I have a massive amount of data that I need stored, but it just so happens that latency is not an issue, so I was thinking something like s3fs might work.
So my question is... What would you do? What does your configuration look like? What have been particular challenges that perhaps you didn't see coming?
We have deployed a large-scale commercial app in the AWS environment.
There are three basic approaches to keeping your changes under control once the server is running, all of which we use in different situations:
Keep the changes in source control. Have a script that is part of your original image that can pull down the latest and greatest. You can pull down PHP code, Apache settings, whatever you need. If you need to restart your instance from your AMI (Amazon Machine Image), just run your script to get the latest code and configuration, and you're good to go.

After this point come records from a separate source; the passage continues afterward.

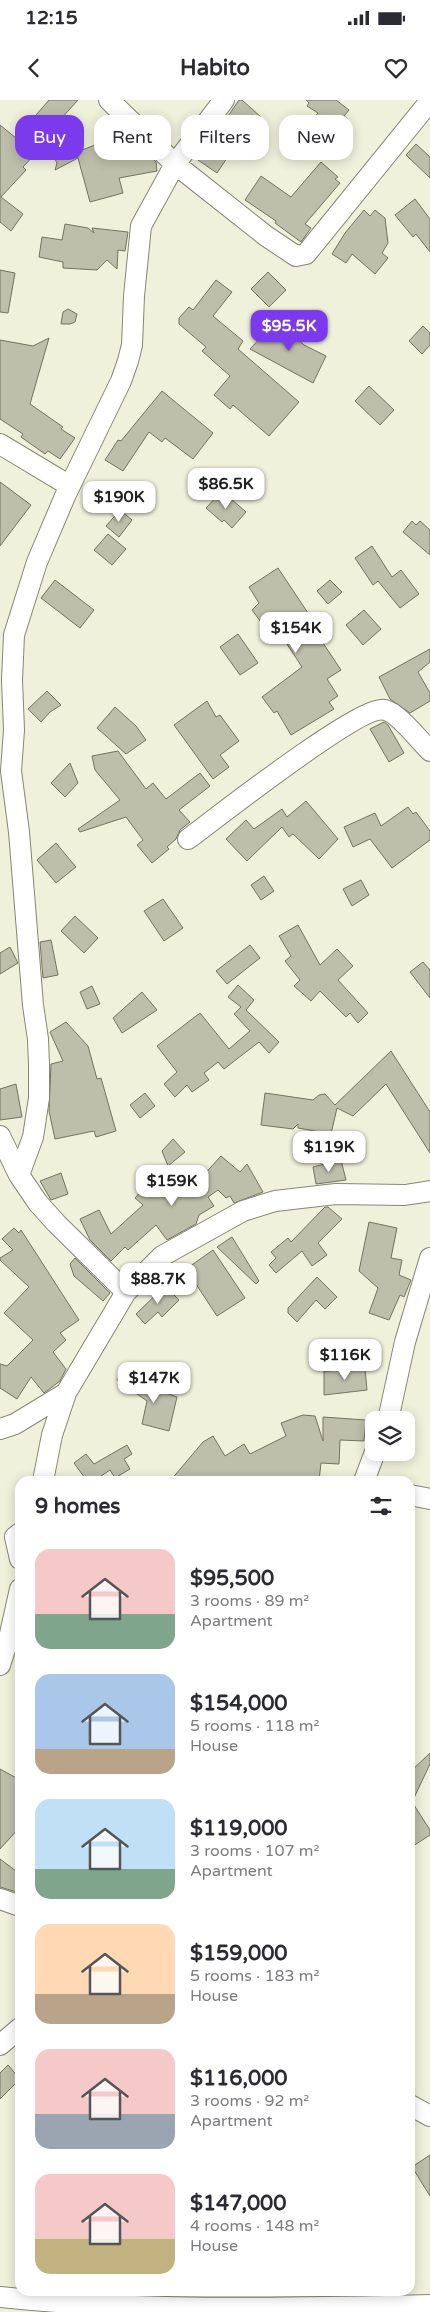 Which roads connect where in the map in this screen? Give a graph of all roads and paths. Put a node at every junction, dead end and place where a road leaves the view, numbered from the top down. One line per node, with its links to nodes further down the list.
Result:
1 (109, 100): 4 (street)
2 (224, 100): 4 (street)
3 (430, 101): 4 (street)
4 (175, 164): 6 (street)
5 (0, 444): 6 (street)
6 (70, 486): 7 (street)
7 (6, 646): 11 (street)
8 (430, 751): 9 (street)
9 (188, 839)
10 (0, 1136): 11 (street)
11 (19, 1175): 14 (street)
12 (430, 1191): 14 (street)
13 (430, 1258): 16 (street)
14 (126, 1292): 15 (street)
15 (66, 1393): 17 (street); 19 (street)
16 (390, 1411)
17 (0, 1429)
18 (372, 1461): 20 (street)
19 (44, 1476)
20 (366, 1476)
21 (415, 1496): 22 (street)
22 (430, 1499)
23 (15, 1612): 24 (street)
24 (0, 1665)
25 (0, 1899): 26 (street)
26 (15, 1904)
27 (15, 2032): 28 (street)
28 (0, 2044)
29 (415, 2108): 30 (street)
30 (430, 2116)
31 (0, 2296): 33 (street)
32 (430, 2306): 33 (street)
33 (310, 2310)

Use EBS (Elastic Block Storage). EBS is like a big external hard drive that you can attach to your instance. Even if your instance goes away, EBS survives. If you later need two (or more) identical instances, you can give each one of them access to what you save in EBS. See https://stackoverflow.com/a/3630707/141172
Burn a new AMI after each change. There's a tool to create a new AMI from a running instance. If EBS is like having an external hard drive, creating a new AMI is like having a DVD-R. You can save the current state of your machine to it. Next time you have to start a new instance, base it on that new AMI. Good to go.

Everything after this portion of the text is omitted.